### What you should do
Keyword search on "EVEREST": report each line of the records that contains it.

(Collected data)
-=-=-

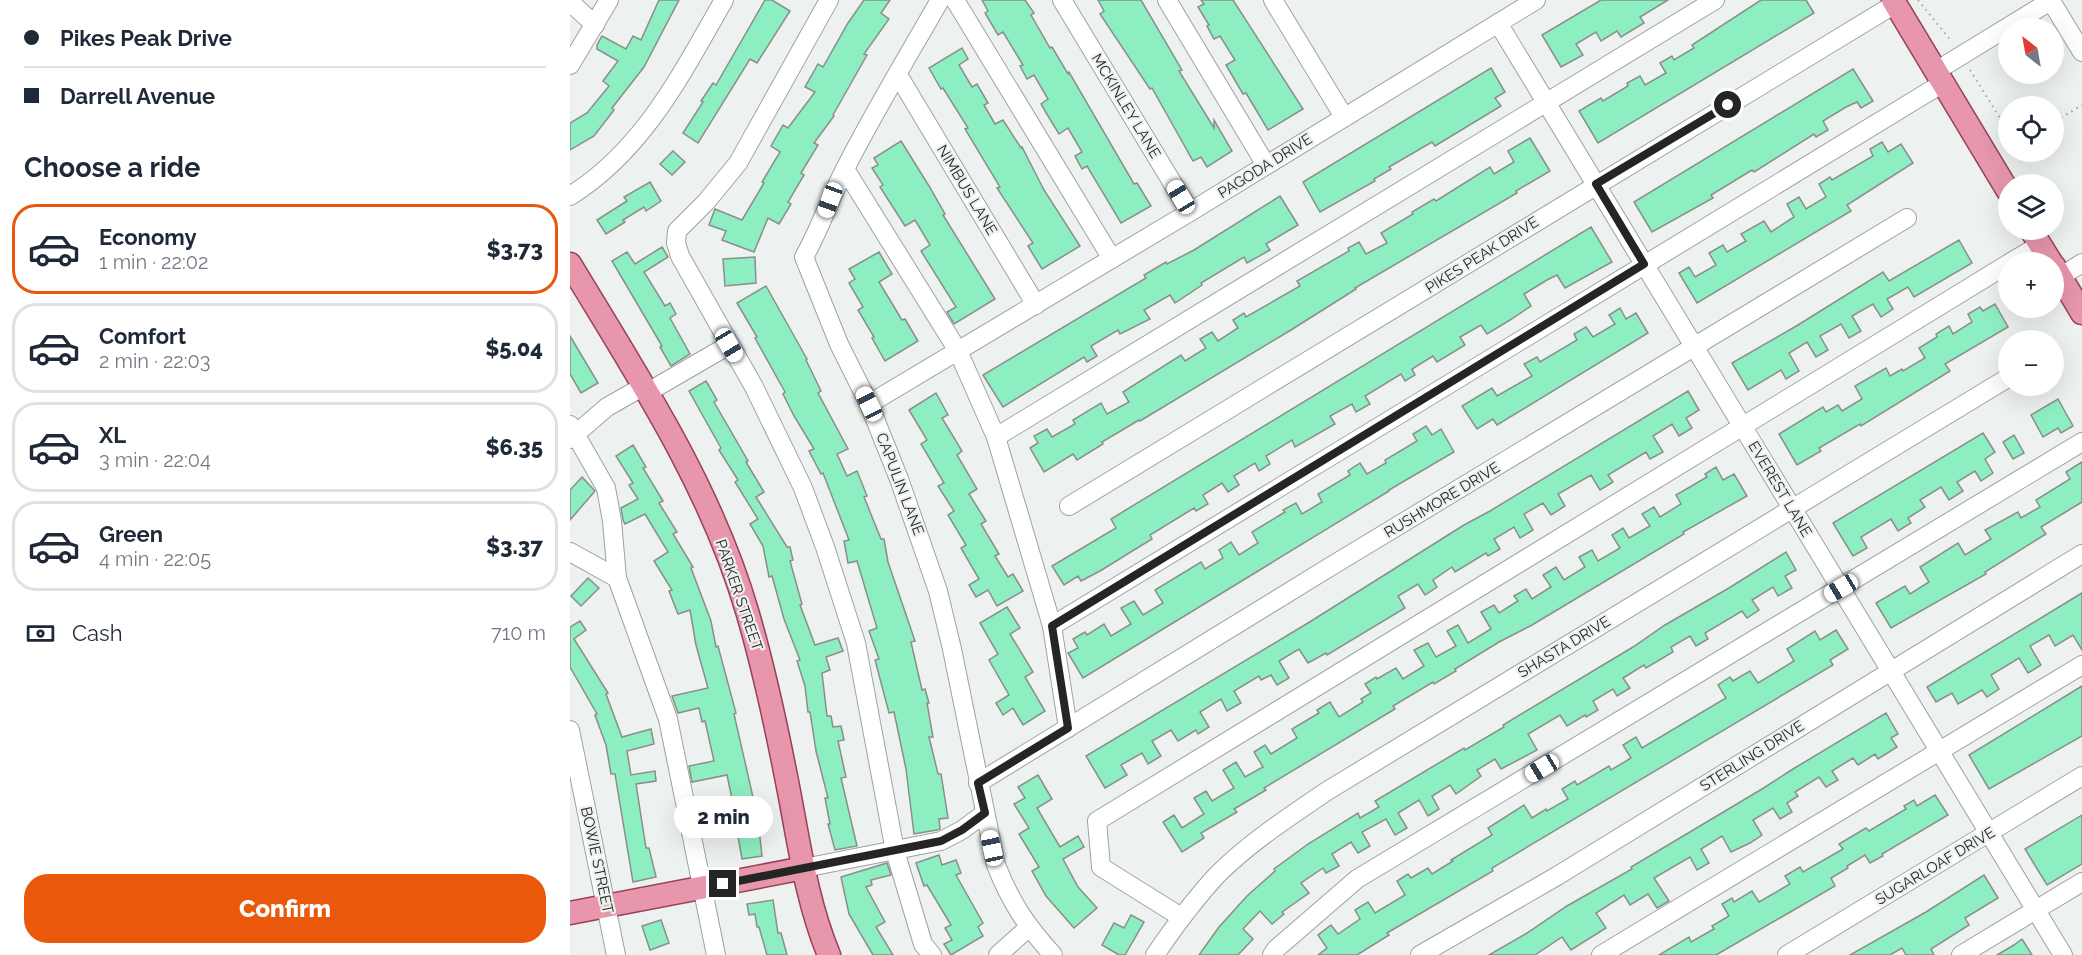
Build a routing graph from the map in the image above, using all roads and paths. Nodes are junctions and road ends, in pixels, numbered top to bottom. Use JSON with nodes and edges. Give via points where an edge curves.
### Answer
{"nodes":[{"id":1,"x":609,"y":0,"type":"edge"},
{"id":2,"x":724,"y":0,"type":"edge"},
{"id":3,"x":829,"y":0,"type":"edge"},
{"id":4,"x":940,"y":0,"type":"edge"},
{"id":5,"x":956,"y":0,"type":"edge"},
{"id":6,"x":1062,"y":0,"type":"edge"},
{"id":7,"x":1167,"y":0,"type":"edge"},
{"id":8,"x":1273,"y":0,"type":"edge"},
{"id":9,"x":1536,"y":0,"type":"edge"},
{"id":10,"x":1715,"y":0,"type":"edge"},
{"id":11,"x":2052,"y":0,"type":"edge"},
{"id":12,"x":570,"y":2,"type":"edge"},
{"id":13,"x":1894,"y":2,"type":"edge"},
{"id":14,"x":1498,"y":23,"type":"junction"},
{"id":15,"x":595,"y":24,"type":"junction"},
{"id":16,"x":2079,"y":42,"type":"edge"},
{"id":17,"x":570,"y":65,"type":"edge"},
{"id":18,"x":898,"y":75,"type":"junction"},
{"id":19,"x":1939,"y":77,"type":"junction"},
{"id":20,"x":1546,"y":101,"type":"junction"},
{"id":21,"x":2082,"y":105,"type":"edge"},
{"id":22,"x":2064,"y":116,"type":"edge"},
{"id":23,"x":1344,"y":117,"type":"junction"},
{"id":24,"x":1266,"y":165,"type":"junction"},
{"id":25,"x":845,"y":169,"type":"junction"},
{"id":26,"x":1998,"y":174,"type":"edge"},
{"id":27,"x":1596,"y":184,"type":"junction"},
{"id":28,"x":570,"y":196,"type":"edge"},
{"id":29,"x":1190,"y":212,"type":"junction"},
{"id":30,"x":1907,"y":218,"type":"dead end"},
{"id":31,"x":1112,"y":259,"type":"junction"},
{"id":32,"x":2064,"y":259,"type":"edge"},
{"id":33,"x":2082,"y":263,"type":"edge"},
{"id":34,"x":570,"y":264,"type":"edge"},
{"id":35,"x":1644,"y":264,"type":"junction"},
{"id":36,"x":1998,"y":270,"type":"edge"},
{"id":37,"x":2064,"y":284,"type":"edge"},
{"id":38,"x":1036,"y":305,"type":"junction"},
{"id":39,"x":2082,"y":313,"type":"edge"},
{"id":40,"x":729,"y":345,"type":"junction"},
{"id":41,"x":1695,"y":347,"type":"junction"},
{"id":42,"x":958,"y":351,"type":"junction"},
{"id":43,"x":1998,"y":384,"type":"edge"},
{"id":44,"x":646,"y":389,"type":"junction"},
{"id":45,"x":869,"y":404,"type":"junction"},
{"id":46,"x":1742,"y":425,"type":"junction"},
{"id":47,"x":572,"y":432,"type":"edge"},
{"id":48,"x":996,"y":437,"type":"junction"},
{"id":49,"x":2082,"y":442,"type":"edge"},
{"id":50,"x":1069,"y":506,"type":"dead end"},
{"id":51,"x":1792,"y":509,"type":"junction"},
{"id":52,"x":570,"y":552,"type":"edge"},
{"id":53,"x":2082,"y":554,"type":"edge"},
{"id":54,"x":617,"y":578,"type":"junction"},
{"id":55,"x":1841,"y":588,"type":"junction"},
{"id":56,"x":1052,"y":626,"type":"junction"},
{"id":57,"x":2082,"y":665,"type":"edge"},
{"id":58,"x":1890,"y":671,"type":"junction"},
{"id":59,"x":1068,"y":728,"type":"junction"},
{"id":60,"x":570,"y":730,"type":"edge"},
{"id":61,"x":1939,"y":751,"type":"junction"},
{"id":62,"x":2082,"y":776,"type":"edge"},
{"id":63,"x":978,"y":783,"type":"junction"},
{"id":64,"x":985,"y":813,"type":"junction"},
{"id":65,"x":1989,"y":833,"type":"junction"},
{"id":66,"x":895,"y":851,"type":"junction"},
{"id":67,"x":804,"y":868,"type":"junction"},
{"id":68,"x":2082,"y":882,"type":"edge"},
{"id":69,"x":703,"y":887,"type":"junction"},
{"id":70,"x":606,"y":905,"type":"junction"},
{"id":71,"x":2035,"y":909,"type":"junction"},
{"id":72,"x":570,"y":913,"type":"edge"},
{"id":73,"x":1180,"y":917,"type":"junction"},
{"id":74,"x":1028,"y":928,"type":"junction"},
{"id":75,"x":616,"y":955,"type":"edge"},
{"id":76,"x":716,"y":955,"type":"edge"},
{"id":77,"x":830,"y":955,"type":"edge"},
{"id":78,"x":932,"y":955,"type":"edge"},
{"id":79,"x":998,"y":955,"type":"edge"},
{"id":80,"x":1053,"y":955,"type":"edge"},
{"id":81,"x":1155,"y":955,"type":"edge"},
{"id":82,"x":1272,"y":955,"type":"edge"},
{"id":83,"x":1420,"y":955,"type":"edge"},
{"id":84,"x":1601,"y":955,"type":"edge"},
{"id":85,"x":1787,"y":955,"type":"edge"},
{"id":86,"x":1961,"y":955,"type":"edge"},
{"id":87,"x":2063,"y":955,"type":"edge"}],
"edges":[{"from":1,"to":15,"type":"street"},
{"from":2,"to":28,"type":"street","via":[[655,117],[621,156]]},
{"from":3,"to":40,"type":"street","via":[[738,163],[677,231],[680,256]]},
{"from":4,"to":18,"type":"street","name":"CAPULIN LANE"},
{"from":5,"to":31,"type":"street"},
{"from":6,"to":29,"type":"street","name":"MCKINLEY LANE"},
{"from":7,"to":24,"type":"street"},
{"from":8,"to":23,"type":"street"},
{"from":9,"to":14,"type":"street","name":"PAGODA DRIVE"},
{"from":10,"to":20,"type":"street"},
{"from":11,"to":16,"type":"street"},
{"from":11,"to":19,"type":"street"},
{"from":12,"to":15,"type":"street"},
{"from":13,"to":19,"type":"main road"},
{"from":13,"to":27,"type":"street","name":"PIKES PEAK DRIVE"},
{"from":14,"to":20,"type":"street","name":"EVEREST LANE"},
{"from":14,"to":23,"type":"street","name":"PAGODA DRIVE"},
{"from":15,"to":17,"type":"street"},
{"from":18,"to":25,"type":"street","name":"CAPULIN LANE"},
{"from":18,"to":38,"type":"street","name":"NIMBUS LANE"},
{"from":19,"to":26,"type":"main road"},
{"from":19,"to":35,"type":"street"},
{"from":20,"to":27,"type":"street","name":"EVEREST LANE"},
{"from":20,"to":48,"type":"street"},
{"from":21,"to":22,"type":"path"},
{"from":23,"to":24,"type":"street","name":"PAGODA DRIVE"},
{"from":24,"to":29,"type":"street","name":"PAGODA DRIVE"},
{"from":25,"to":42,"type":"street"},
{"from":25,"to":45,"type":"street","name":"CAPULIN LANE","via":[[804,258],[838,344]]},
{"from":27,"to":35,"type":"street","name":"EVEREST LANE"},
{"from":27,"to":50,"type":"street","name":"PIKES PEAK DRIVE"},
{"from":29,"to":31,"type":"street","name":"PAGODA DRIVE"},
{"from":30,"to":41,"type":"street","name":"RUSHMORE DRIVE"},
{"from":31,"to":38,"type":"street","name":"PAGODA DRIVE"},
{"from":32,"to":33,"type":"street"},
{"from":34,"to":44,"type":"main road","name":"PARKER STREET"},
{"from":35,"to":41,"type":"street","name":"EVEREST LANE"},
{"from":35,"to":56,"type":"street"},
{"from":36,"to":46,"type":"street"},
{"from":37,"to":39,"type":"main road"},
{"from":38,"to":42,"type":"street","name":"PAGODA DRIVE"},
{"from":40,"to":44,"type":"street"},
{"from":40,"to":66,"type":"street","via":[[803,488],[825,547],[856,643]]},
{"from":41,"to":46,"type":"street","name":"EVEREST LANE"},
{"from":41,"to":59,"type":"street","name":"RUSHMORE DRIVE"},
{"from":42,"to":45,"type":"street","name":"PAGODA DRIVE"},
{"from":42,"to":48,"type":"street"},
{"from":43,"to":51,"type":"street","name":"SHASTA DRIVE"},
{"from":44,"to":47,"type":"street","via":[[607,407]]},
{"from":44,"to":67,"type":"main road","name":"PARKER STREET","via":[[707,505],[746,608],[766,680]]},
{"from":45,"to":63,"type":"street","name":"CAPULIN LANE","via":[[900,479],[938,591]]},
{"from":46,"to":51,"type":"street","name":"EVEREST LANE"},
{"from":46,"to":73,"type":"street","via":[[1097,821],[1101,867]]},
{"from":47,"to":54,"type":"street","via":[[606,488]]},
{"from":48,"to":56,"type":"street"},
{"from":49,"to":55,"type":"street"},
{"from":51,"to":55,"type":"street","name":"EVEREST LANE"},
{"from":51,"to":73,"type":"street","name":"SHASTA DRIVE","via":[[1327,791],[1266,833],[1218,874]]},
{"from":52,"to":54,"type":"street"},
{"from":53,"to":58,"type":"street","name":"STERLING DRIVE"},
{"from":54,"to":69,"type":"street","via":[[668,719]]},
{"from":55,"to":58,"type":"street","name":"EVEREST LANE"},
{"from":55,"to":82,"type":"street","via":[[1357,879]]},
{"from":56,"to":59,"type":"street"},
{"from":57,"to":61,"type":"street"},
{"from":58,"to":61,"type":"street","name":"EVEREST LANE"},
{"from":58,"to":83,"type":"street","name":"STERLING DRIVE","via":[[1557,876]]},
{"from":59,"to":63,"type":"street","name":"RUSHMORE DRIVE"},
{"from":60,"to":70,"type":"street","name":"BOWIE STREET"},
{"from":61,"to":65,"type":"street","name":"EVEREST LANE"},
{"from":61,"to":84,"type":"street"},
{"from":62,"to":65,"type":"street","name":"SUGARLOAF DRIVE"},
{"from":63,"to":64,"type":"street","name":"CAPULIN LANE"},
{"from":64,"to":66,"type":"street","via":[[941,841]]},
{"from":64,"to":74,"type":"street","name":"CAPULIN LANE","via":[[996,865]]},
{"from":65,"to":71,"type":"street","name":"EVEREST LANE"},
{"from":65,"to":85,"type":"street","name":"SUGARLOAF DRIVE"},
{"from":66,"to":67,"type":"street"},
{"from":66,"to":78,"type":"street","via":[[923,944]]},
{"from":67,"to":69,"type":"main road"},
{"from":67,"to":77,"type":"main road","name":"PARKER STREET"},
{"from":68,"to":71,"type":"street"},
{"from":69,"to":70,"type":"main road"},
{"from":69,"to":76,"type":"street"},
{"from":70,"to":72,"type":"main road"},
{"from":70,"to":75,"type":"street","name":"BOWIE STREET"},
{"from":71,"to":86,"type":"street"},
{"from":71,"to":87,"type":"street","name":"EVEREST LANE"},
{"from":73,"to":81,"type":"street","name":"SHASTA DRIVE"},
{"from":74,"to":79,"type":"street"},
{"from":74,"to":80,"type":"street","name":"CAPULIN LANE"}]}
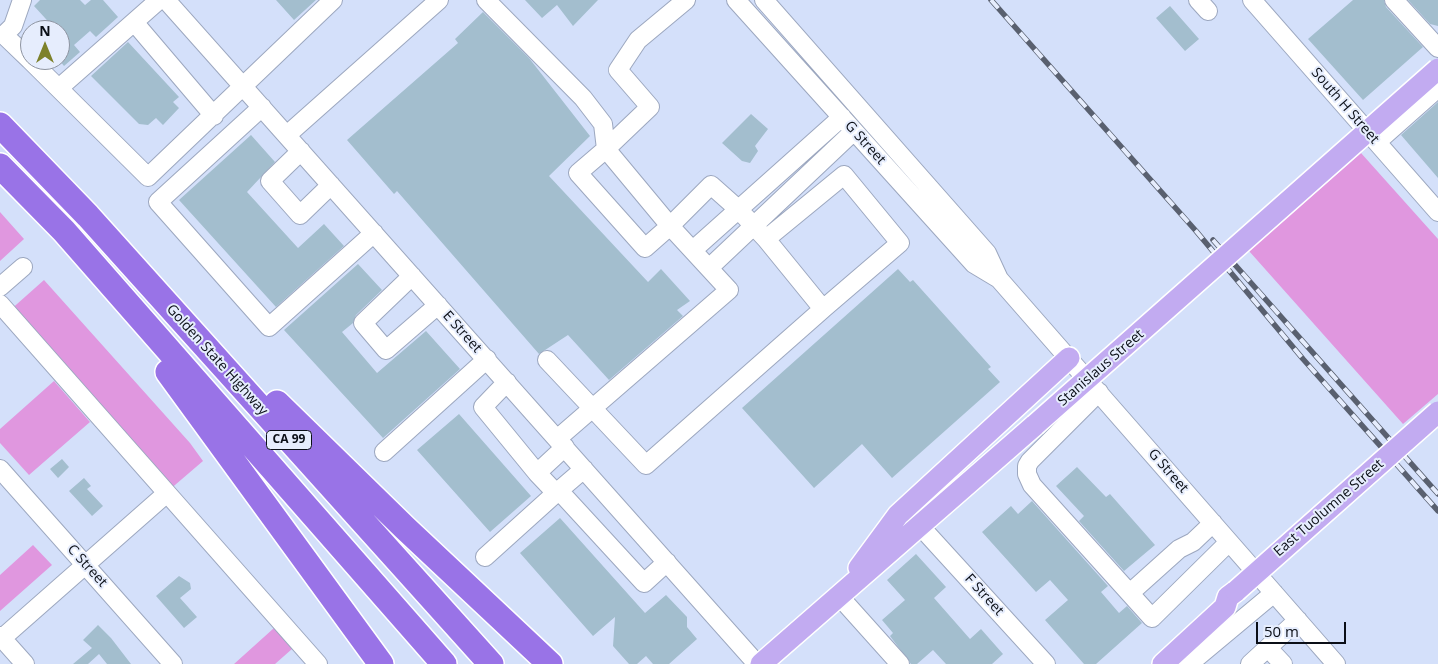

-=-=-

### Solution for this problem
{"from":14,"to":20,"type":"street","name":"EVEREST LANE"},
{"from":20,"to":27,"type":"street","name":"EVEREST LANE"},
{"from":27,"to":35,"type":"street","name":"EVEREST LANE"},
{"from":35,"to":41,"type":"street","name":"EVEREST LANE"},
{"from":41,"to":46,"type":"street","name":"EVEREST LANE"},
{"from":46,"to":51,"type":"street","name":"EVEREST LANE"},
{"from":51,"to":55,"type":"street","name":"EVEREST LANE"},
{"from":55,"to":58,"type":"street","name":"EVEREST LANE"},
{"from":58,"to":61,"type":"street","name":"EVEREST LANE"},
{"from":61,"to":65,"type":"street","name":"EVEREST LANE"},
{"from":65,"to":71,"type":"street","name":"EVEREST LANE"},
{"from":71,"to":87,"type":"street","name":"EVEREST LANE"},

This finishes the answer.